**The input**
# # # # # # #

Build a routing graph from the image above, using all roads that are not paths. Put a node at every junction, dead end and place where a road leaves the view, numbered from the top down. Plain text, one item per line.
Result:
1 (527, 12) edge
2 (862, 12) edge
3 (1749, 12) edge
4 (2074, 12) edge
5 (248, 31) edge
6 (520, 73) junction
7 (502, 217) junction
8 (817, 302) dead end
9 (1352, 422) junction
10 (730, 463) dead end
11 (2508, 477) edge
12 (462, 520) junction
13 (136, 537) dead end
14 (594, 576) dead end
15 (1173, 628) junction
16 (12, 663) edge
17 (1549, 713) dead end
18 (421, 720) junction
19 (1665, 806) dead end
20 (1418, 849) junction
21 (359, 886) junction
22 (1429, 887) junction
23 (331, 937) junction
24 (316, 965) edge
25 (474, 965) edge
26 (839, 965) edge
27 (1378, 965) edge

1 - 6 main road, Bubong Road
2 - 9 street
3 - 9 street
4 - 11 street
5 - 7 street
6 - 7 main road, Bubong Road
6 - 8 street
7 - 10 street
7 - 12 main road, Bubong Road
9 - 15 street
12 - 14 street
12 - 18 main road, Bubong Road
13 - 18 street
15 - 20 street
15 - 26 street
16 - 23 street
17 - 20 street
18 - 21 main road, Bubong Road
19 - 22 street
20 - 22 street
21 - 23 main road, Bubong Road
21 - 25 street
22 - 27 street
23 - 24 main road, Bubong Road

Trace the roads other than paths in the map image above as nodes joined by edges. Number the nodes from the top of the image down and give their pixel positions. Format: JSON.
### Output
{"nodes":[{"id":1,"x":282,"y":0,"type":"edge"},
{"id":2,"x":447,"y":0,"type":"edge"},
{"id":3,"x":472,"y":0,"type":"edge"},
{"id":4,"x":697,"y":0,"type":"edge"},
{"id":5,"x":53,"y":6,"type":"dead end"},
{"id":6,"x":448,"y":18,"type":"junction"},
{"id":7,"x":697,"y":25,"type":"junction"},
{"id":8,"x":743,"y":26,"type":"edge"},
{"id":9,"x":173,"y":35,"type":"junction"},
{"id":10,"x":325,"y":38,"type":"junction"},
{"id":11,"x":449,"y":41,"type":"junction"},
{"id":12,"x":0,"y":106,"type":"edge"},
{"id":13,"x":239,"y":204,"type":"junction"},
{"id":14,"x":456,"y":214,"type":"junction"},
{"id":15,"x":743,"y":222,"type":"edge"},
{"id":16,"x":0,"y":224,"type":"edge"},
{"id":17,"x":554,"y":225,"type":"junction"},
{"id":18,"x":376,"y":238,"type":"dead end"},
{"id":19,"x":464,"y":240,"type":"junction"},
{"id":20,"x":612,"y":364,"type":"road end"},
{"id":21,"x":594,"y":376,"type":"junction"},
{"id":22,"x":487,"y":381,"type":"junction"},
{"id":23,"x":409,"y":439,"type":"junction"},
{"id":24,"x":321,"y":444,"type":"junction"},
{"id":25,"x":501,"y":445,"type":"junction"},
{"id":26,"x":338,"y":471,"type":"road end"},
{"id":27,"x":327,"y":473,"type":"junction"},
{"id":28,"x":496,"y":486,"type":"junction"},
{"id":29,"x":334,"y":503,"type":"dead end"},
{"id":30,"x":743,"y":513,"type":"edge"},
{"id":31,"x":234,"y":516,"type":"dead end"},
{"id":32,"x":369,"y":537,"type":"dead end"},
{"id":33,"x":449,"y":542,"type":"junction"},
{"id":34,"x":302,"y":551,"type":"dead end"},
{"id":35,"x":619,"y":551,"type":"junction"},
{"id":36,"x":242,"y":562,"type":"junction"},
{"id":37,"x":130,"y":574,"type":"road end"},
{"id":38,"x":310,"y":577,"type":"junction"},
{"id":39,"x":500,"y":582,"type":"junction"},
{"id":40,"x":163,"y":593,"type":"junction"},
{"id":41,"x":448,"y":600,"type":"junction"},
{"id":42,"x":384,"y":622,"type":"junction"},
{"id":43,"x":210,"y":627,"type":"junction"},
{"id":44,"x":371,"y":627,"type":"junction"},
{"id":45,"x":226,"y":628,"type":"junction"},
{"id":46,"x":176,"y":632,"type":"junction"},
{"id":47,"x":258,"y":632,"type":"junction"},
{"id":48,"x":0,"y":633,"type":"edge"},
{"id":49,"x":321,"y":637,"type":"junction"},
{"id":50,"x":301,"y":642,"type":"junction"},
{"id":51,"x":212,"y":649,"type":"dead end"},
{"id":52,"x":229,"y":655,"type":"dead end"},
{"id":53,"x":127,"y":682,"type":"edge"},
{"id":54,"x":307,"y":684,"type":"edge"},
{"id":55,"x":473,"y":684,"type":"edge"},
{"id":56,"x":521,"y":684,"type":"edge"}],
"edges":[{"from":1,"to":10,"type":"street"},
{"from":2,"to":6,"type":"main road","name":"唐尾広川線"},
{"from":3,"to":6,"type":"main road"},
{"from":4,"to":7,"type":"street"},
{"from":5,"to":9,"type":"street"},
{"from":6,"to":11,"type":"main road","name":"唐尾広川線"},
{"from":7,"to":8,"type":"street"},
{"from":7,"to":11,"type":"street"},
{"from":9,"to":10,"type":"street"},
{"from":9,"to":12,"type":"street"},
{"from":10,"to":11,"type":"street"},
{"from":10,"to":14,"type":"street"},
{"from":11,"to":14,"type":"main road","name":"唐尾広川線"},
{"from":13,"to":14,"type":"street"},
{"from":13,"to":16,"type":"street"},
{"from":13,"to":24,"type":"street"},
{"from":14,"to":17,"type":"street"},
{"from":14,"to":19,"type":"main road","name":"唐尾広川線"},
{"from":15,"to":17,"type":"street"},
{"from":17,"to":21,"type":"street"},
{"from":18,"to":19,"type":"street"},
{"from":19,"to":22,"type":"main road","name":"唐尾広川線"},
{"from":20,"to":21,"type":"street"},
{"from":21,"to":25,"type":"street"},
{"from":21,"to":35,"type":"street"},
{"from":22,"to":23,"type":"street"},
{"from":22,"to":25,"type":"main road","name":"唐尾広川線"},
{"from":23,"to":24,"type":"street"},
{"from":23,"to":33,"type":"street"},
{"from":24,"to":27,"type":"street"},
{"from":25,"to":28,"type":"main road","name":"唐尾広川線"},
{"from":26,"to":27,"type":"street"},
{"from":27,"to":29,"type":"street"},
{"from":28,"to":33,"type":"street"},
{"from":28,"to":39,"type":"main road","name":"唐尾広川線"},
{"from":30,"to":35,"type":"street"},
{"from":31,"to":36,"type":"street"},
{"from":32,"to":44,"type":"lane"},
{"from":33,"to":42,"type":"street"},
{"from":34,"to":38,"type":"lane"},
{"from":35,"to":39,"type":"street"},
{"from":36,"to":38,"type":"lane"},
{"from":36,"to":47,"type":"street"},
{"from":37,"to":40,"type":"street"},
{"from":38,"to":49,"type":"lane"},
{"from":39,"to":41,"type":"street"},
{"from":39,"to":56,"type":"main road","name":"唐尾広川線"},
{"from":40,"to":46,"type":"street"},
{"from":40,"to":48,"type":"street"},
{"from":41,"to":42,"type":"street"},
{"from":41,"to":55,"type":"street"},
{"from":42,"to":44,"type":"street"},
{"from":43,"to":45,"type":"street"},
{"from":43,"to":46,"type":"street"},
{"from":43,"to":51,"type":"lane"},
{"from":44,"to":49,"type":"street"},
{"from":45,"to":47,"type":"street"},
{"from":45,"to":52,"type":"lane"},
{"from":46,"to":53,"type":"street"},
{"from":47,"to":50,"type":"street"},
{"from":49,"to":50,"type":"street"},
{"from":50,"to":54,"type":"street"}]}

# # # # # # #

**Directions**
Look for the string "down" in the listing above and copy every line holding it.

**Answer below**
Build a routing graph from the image above, using all roads that are not paths. Put a node at every junction, dead end and place where a road leaves the view, numbered from the top down. Plain text, one item per line.
Trace the roads other than paths in the map image above as nodes joined by edges. Number the nodes from the top of the image down and give their pixel positions. Format: JSON.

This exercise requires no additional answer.